Die SPD, die ihre Zustimmung zum Fiskalpakt von der Transaktionssteuer abhängig machen will, bestärkte Schäuble darin, an dem Thema dran zu bleiben. Er dürfe nicht schon bei der ersten Erörterung der Finanzminister "die Waffen strecken", erklärte der stellvertretende Fraktionsvorsitzende Joachim Poß. In Brüssel hatten mehrere Länder am Dienstag die Steuer eindeutig abgelehnt. Bundeswirtschaftsminister Philipp Rösler empfahl dagegen, schon jetzt über Alternativen nachzudenken, weil die Steuer in ganz Europa nicht durchzusetzen sei. Der FDP-Vorsitzende will nur eine Finanztransaktionssteuer in der gesamten EU mitmachen. Bei der Eröffnung der Handwerksmesse in München erneuerte er seinen Vorschlag, eine Abgabe nach dem Vorbild der britischen Stempelsteuer einzuführen. "Vielleicht kann das eine Lösung sein."
ESM soll Anfang Juli startklar sein
Mit Blick auf den ESM stellte das Finanzministerium klar, dass für eine Erhöhung des Kapitals eine neue gesetzliche Regelung in Deutschland nötig wird. Bislang lehnt die Bundesregierung eine Aufstockung des ESM ab. Die SPD warf der Regierung vor, in diesem Punkt unehrlich zu sein und die wahren Kosten nicht offen zu legen. Der Parlamentarische Geschäftsführer Thomas Oppermann sagte, am Ende werde die Regierung umfallen und der in anderen Euro-Staaten geforderten Aufstockung zustimmen.

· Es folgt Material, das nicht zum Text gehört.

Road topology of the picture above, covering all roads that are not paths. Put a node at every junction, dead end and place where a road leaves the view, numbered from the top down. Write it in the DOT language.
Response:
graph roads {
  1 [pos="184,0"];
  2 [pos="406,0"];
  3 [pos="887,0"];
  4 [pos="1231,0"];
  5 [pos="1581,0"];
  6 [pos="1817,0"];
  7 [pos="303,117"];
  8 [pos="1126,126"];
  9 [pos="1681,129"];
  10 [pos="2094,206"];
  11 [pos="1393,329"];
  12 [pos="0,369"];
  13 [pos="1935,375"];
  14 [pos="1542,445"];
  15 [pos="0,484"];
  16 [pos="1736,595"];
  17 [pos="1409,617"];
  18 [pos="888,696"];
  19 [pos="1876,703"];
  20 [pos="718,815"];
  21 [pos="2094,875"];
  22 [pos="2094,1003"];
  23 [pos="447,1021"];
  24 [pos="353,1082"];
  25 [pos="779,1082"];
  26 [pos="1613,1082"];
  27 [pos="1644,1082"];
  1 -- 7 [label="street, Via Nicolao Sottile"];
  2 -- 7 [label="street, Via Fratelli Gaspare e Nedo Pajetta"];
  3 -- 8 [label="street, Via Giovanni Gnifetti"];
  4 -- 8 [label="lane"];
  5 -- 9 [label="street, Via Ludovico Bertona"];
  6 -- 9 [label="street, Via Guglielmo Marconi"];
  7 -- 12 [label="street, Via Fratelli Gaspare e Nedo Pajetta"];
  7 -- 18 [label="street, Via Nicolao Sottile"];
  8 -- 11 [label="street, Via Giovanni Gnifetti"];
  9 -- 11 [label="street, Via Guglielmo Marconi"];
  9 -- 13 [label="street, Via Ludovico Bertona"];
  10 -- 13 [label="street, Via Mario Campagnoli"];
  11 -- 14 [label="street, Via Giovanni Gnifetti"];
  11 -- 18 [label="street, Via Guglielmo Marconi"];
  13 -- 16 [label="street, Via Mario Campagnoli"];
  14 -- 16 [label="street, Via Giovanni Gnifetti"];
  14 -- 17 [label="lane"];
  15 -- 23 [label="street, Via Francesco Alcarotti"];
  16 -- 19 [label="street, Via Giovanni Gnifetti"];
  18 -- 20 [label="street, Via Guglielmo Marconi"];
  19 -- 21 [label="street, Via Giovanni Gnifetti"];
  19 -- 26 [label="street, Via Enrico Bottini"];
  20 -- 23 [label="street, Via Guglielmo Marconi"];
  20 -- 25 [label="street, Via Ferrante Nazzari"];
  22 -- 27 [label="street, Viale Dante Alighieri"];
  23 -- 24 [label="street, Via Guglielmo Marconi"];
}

Offen lässt der Gesetzentwurf auch die Frage, wie der Bundestag in Entscheidungen über einzelne Kredite eingebunden werden soll. Ein Formulierungsvorschlag bleibe dem Bundestag überlassen, teilte das Finanzministerium mit.
Der Bundestag soll am 29. März in erster Lesung die Gesetzentwürfe für den ESM und den Fiskalpakt beraten. Auch der Bundesrat muss beides absegnen. Im Fiskalpakt wollen sich 25 EU-Staaten zu mehr Haushaltsdisziplin verpflichten. Nur Länder, die ihn ratifiziert haben, sollen Notkredite des ESM bekommen können. Der Rettungsschirm, der mittelfristig die vorübergehenden Instrumente EFSM und EFSF ablösen wird, soll mit einem Stammkapital von 700 Milliarden Euro ausgestattet sein. Er soll Anfang Juli startbereit sein.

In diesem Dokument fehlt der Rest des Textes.